For the record, the command line used to mount a share from the NetApp Filer is:

    $ mount.cifs -o sec=krb5,file_mode=0600,dir_mode=0700 //fqdn-of-netapp-filer/sharename /home/user/mountpoint

Also for the record, we are using Likewise Open 5.0.3991.1 (package likewise-open5 5.0.3991.1-0ubuntu2).

I was just about to post a bug report on krb-5 when I spotted this bug report.

Is it certain this is a samba bug? We were hit by it too, And I stumbled over this thread on the MIT mailing list:

http://mailman.mit.edu/pipermail/kerberos/2010-June/016213.html

Ubuntu 10.04 and 10.10 are affected (krb 1.8.1) , but the Debian Wheezy 20110328 works with our Netapp (and uses krb 1.8.3).
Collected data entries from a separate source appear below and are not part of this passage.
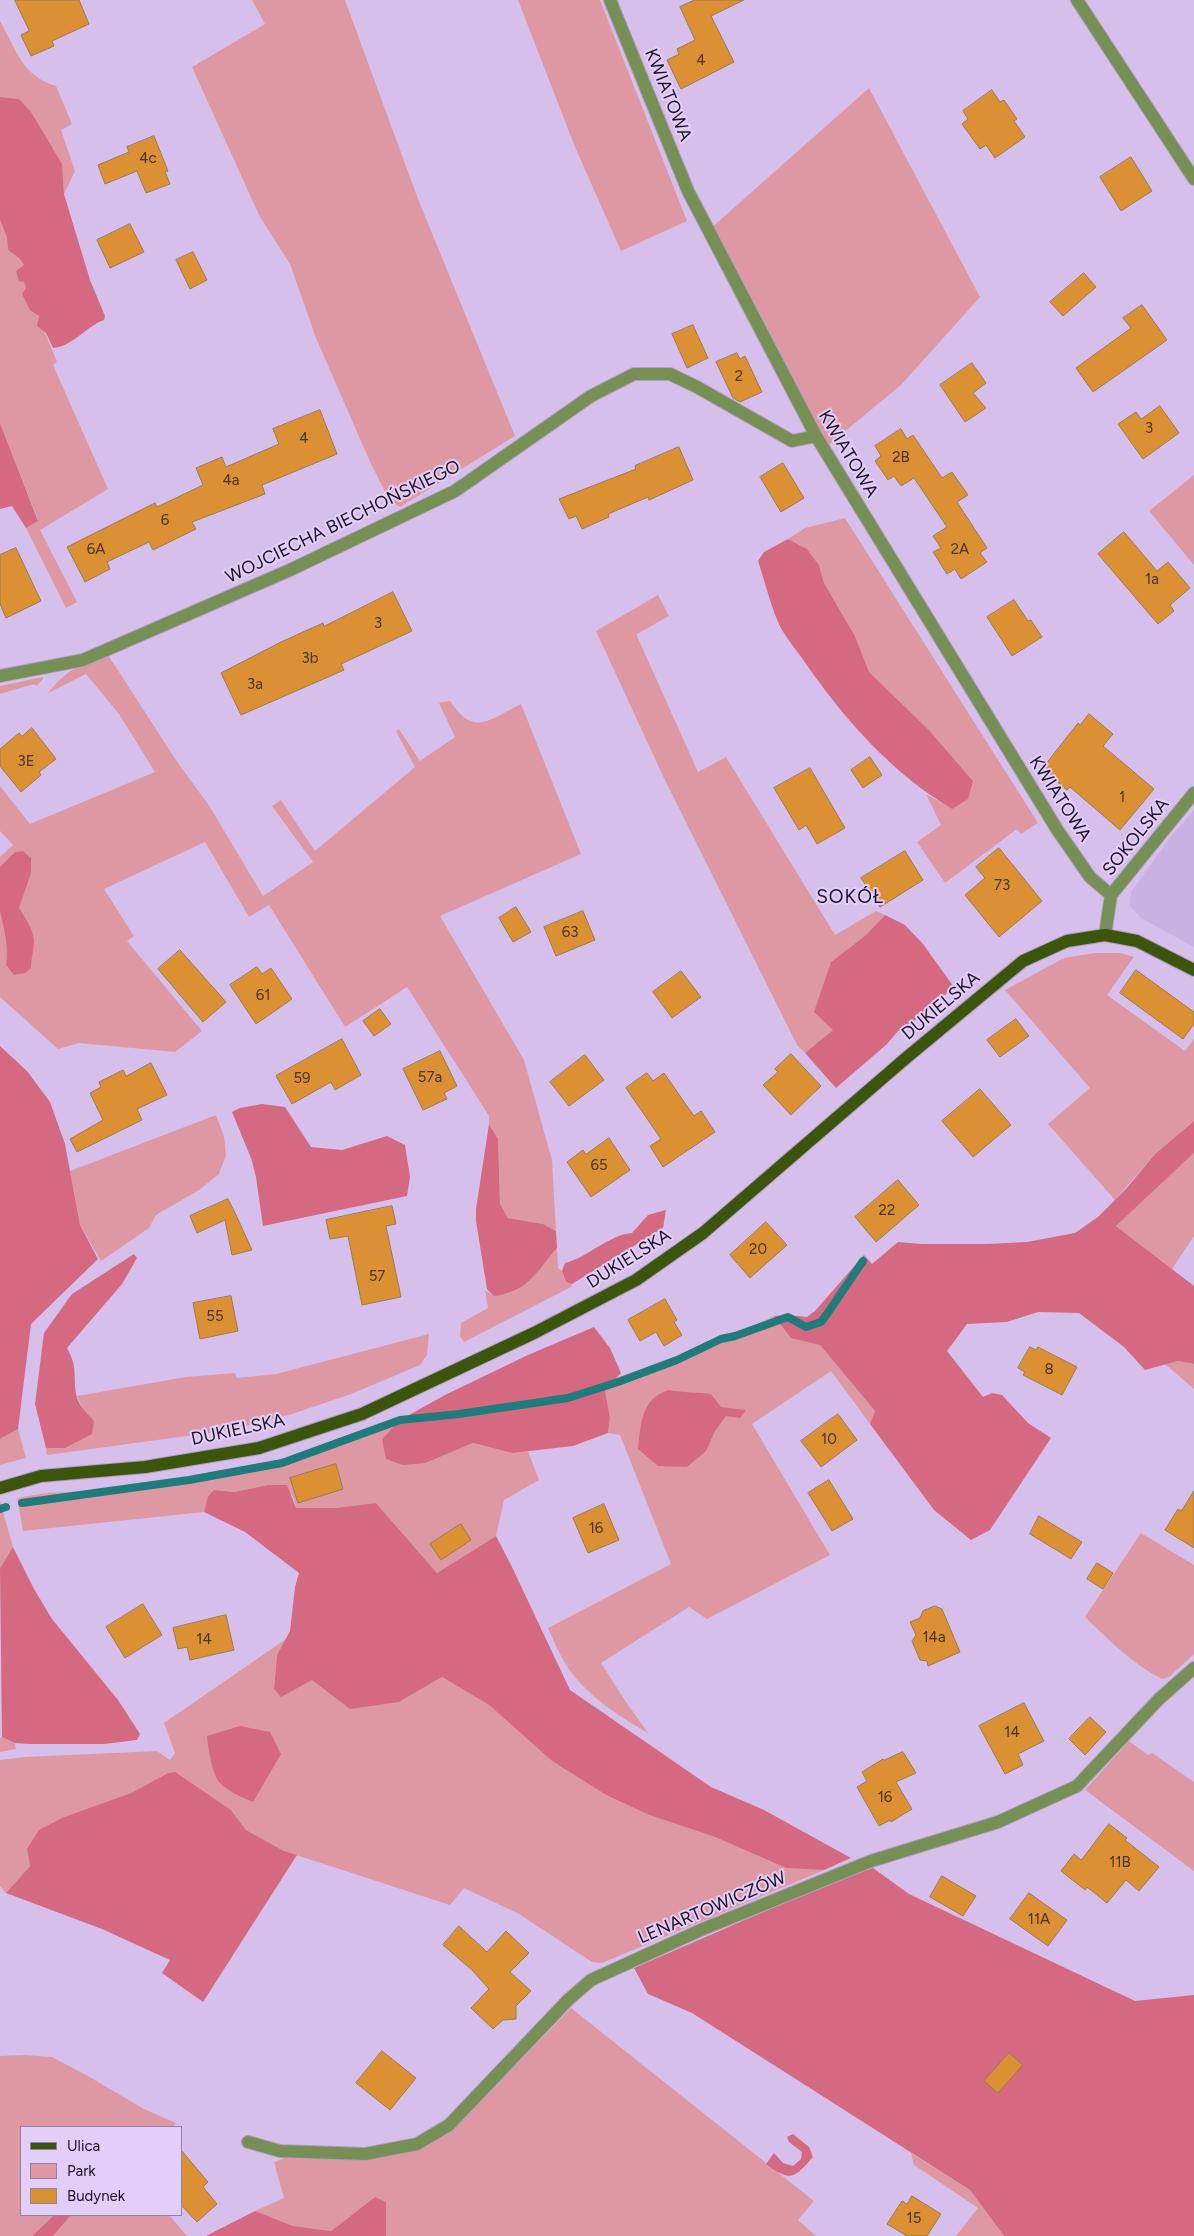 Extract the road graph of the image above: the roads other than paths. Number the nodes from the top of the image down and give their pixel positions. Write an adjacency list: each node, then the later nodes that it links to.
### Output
1 (610, 0): 4 (street, KWIATOWA)
2 (1077, 0): 3 (street)
3 (1194, 179)
4 (816, 436): 5 (street, WOJCIECHA BIECHOŃSKIEGO); 7 (street, KWIATOWA)
5 (0, 676)
6 (1194, 793): 7 (street, SOKOLSKA)
7 (1111, 895): 8 (street, SOKOLSKA)
8 (1105, 935): 9 (main road, DUKIELSKA); 10 (main road, DUKIELSKA)
9 (1194, 970)
10 (0, 1488)
11 (1194, 1668): 12 (street, LENARTOWICZÓW)
12 (248, 2142) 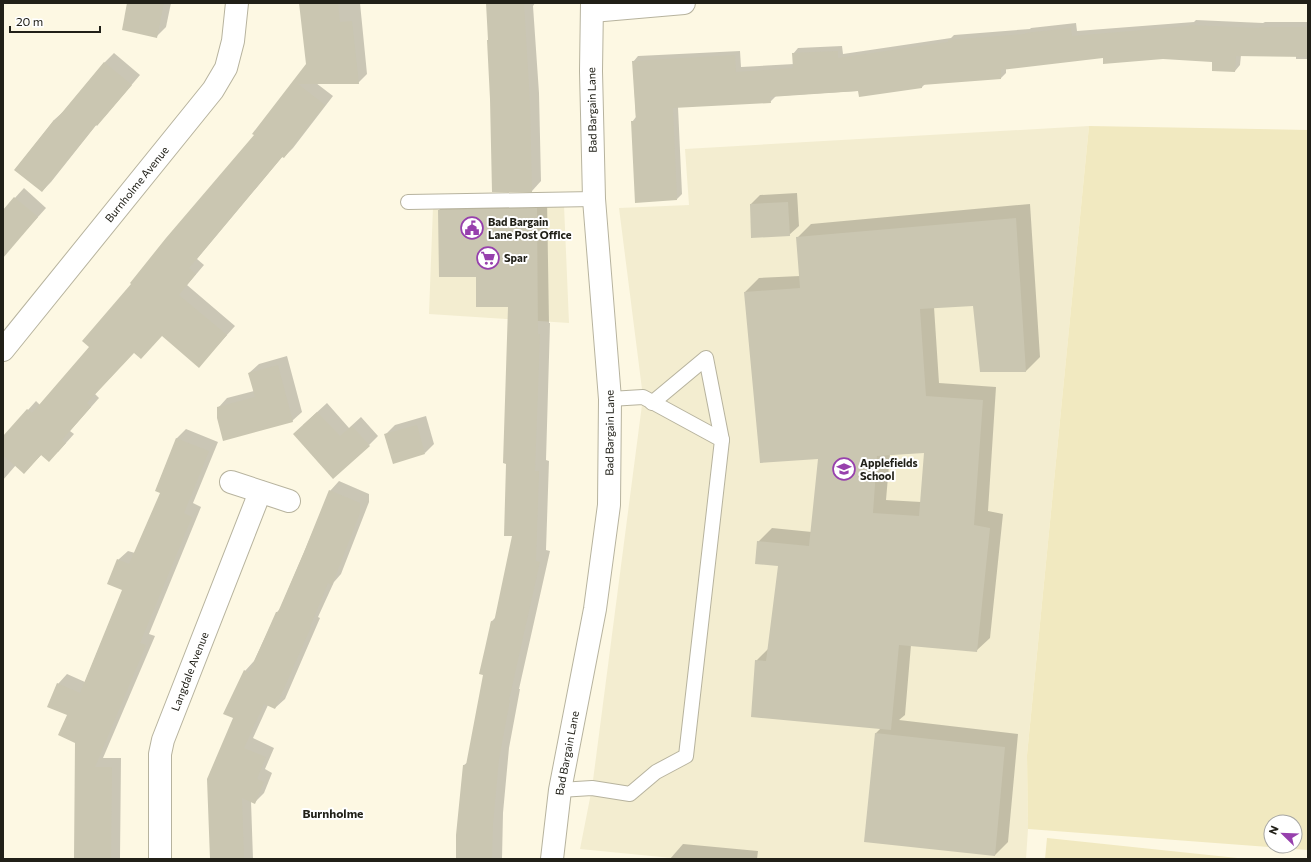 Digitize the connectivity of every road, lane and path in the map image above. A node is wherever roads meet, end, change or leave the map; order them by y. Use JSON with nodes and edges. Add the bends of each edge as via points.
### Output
{"nodes":[{"id":1,"x":238,"y":3,"type":"edge"},
{"id":2,"x":684,"y":3,"type":"edge"},
{"id":3,"x":592,"y":7,"type":"edge"},
{"id":4,"x":594,"y":199,"type":"junction"},
{"id":5,"x":408,"y":202,"type":"dead end"},
{"id":6,"x":3,"y":350,"type":"edge"},
{"id":7,"x":610,"y":399,"type":"junction"},
{"id":8,"x":652,"y":403,"type":"junction"},
{"id":9,"x":722,"y":440,"type":"junction"},
{"id":10,"x":231,"y":482,"type":"dead end"},
{"id":11,"x":260,"y":492,"type":"junction"},
{"id":12,"x":289,"y":501,"type":"dead end"},
{"id":13,"x":560,"y":790,"type":"junction"},
{"id":14,"x":160,"y":859,"type":"edge"},
{"id":15,"x":552,"y":859,"type":"edge"}],
"edges":[{"from":1,"to":6,"type":"street","name":"Burnholme Avenue","via":[[226,68],[213,90]]},
{"from":2,"to":3,"type":"street"},
{"from":3,"to":4,"type":"street","name":"Bad Bargain Lane"},
{"from":4,"to":5,"type":"lane"},
{"from":4,"to":7,"type":"street","name":"Bad Bargain Lane"},
{"from":7,"to":8,"type":"lane","via":[[643,397]]},
{"from":7,"to":13,"type":"street","name":"Bad Bargain Lane","via":[[609,505],[594,609]]},
{"from":8,"to":9,"type":"lane"},
{"from":8,"to":9,"type":"lane","via":[[706,358]]},
{"from":9,"to":13,"type":"lane","via":[[686,756],[656,772],[630,794],[592,788]]},
{"from":10,"to":11,"type":"street"},
{"from":11,"to":12,"type":"street"},
{"from":11,"to":14,"type":"street","name":"Langdale Avenue","via":[[163,740],[160,754]]},
{"from":13,"to":15,"type":"street","name":"Bad Bargain Lane"}]} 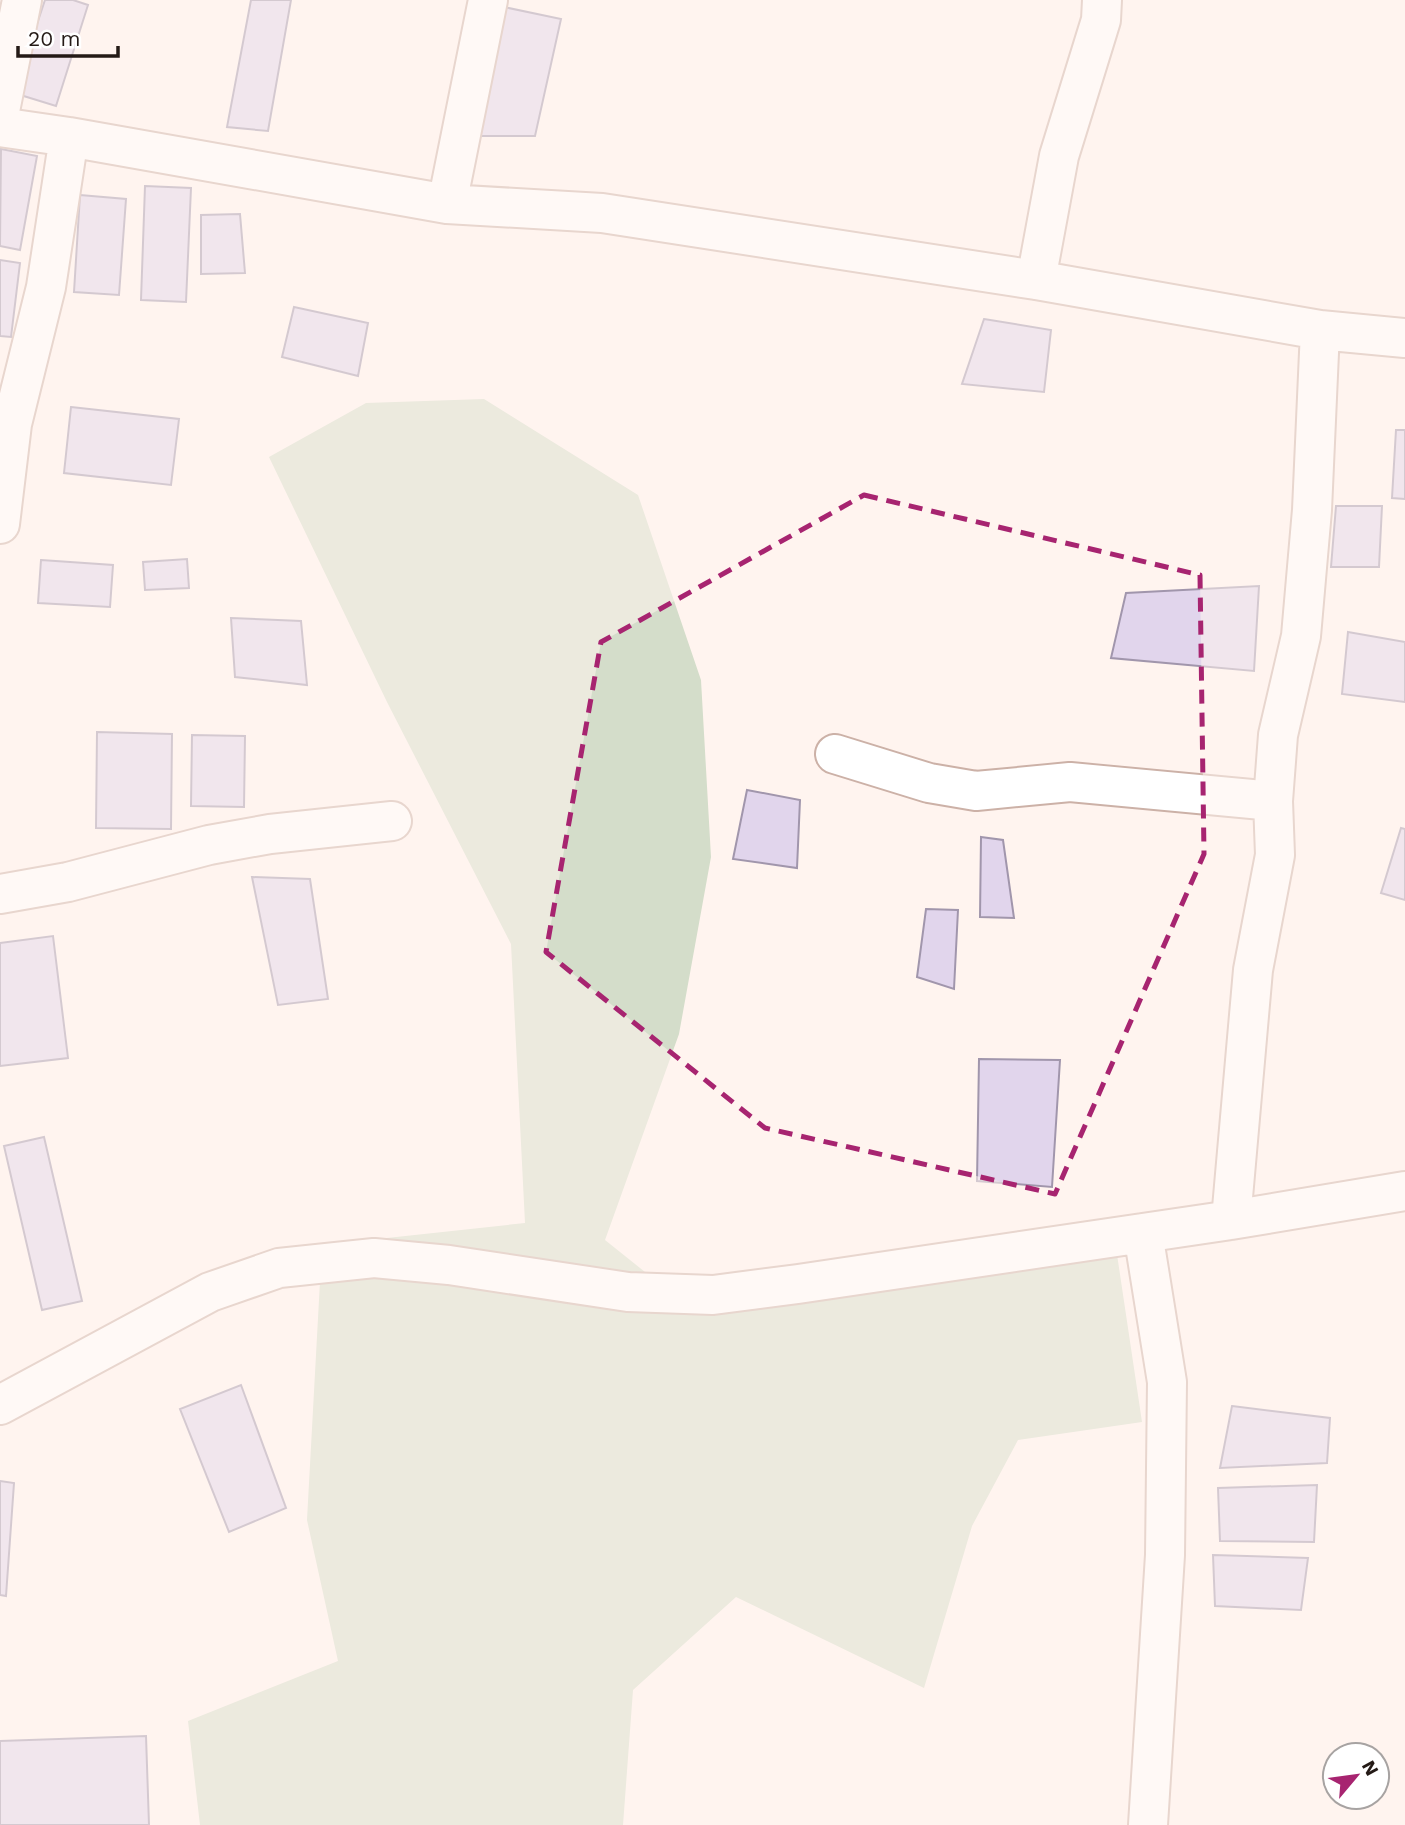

I just tested Lucid with the kerberos version from Sam Hartman's PPA (1.9.0) and I cannot connect to the netapp cifs share with it, I still get KRB5KRB_AP_ERR_MODIFIED back from the netapp.
I then realized the samba version in Wheezy would have a number of netapp related workarounds applied, which is why it works there.

So, sorry for the noise :-(

This bug was filed against a series that is no longer supported and so is being marked as Won't Fix. If this issue still exists in a supported series, please file a new bug.

This change has been made by an automated script, maintained by the Ubuntu Kernel Team.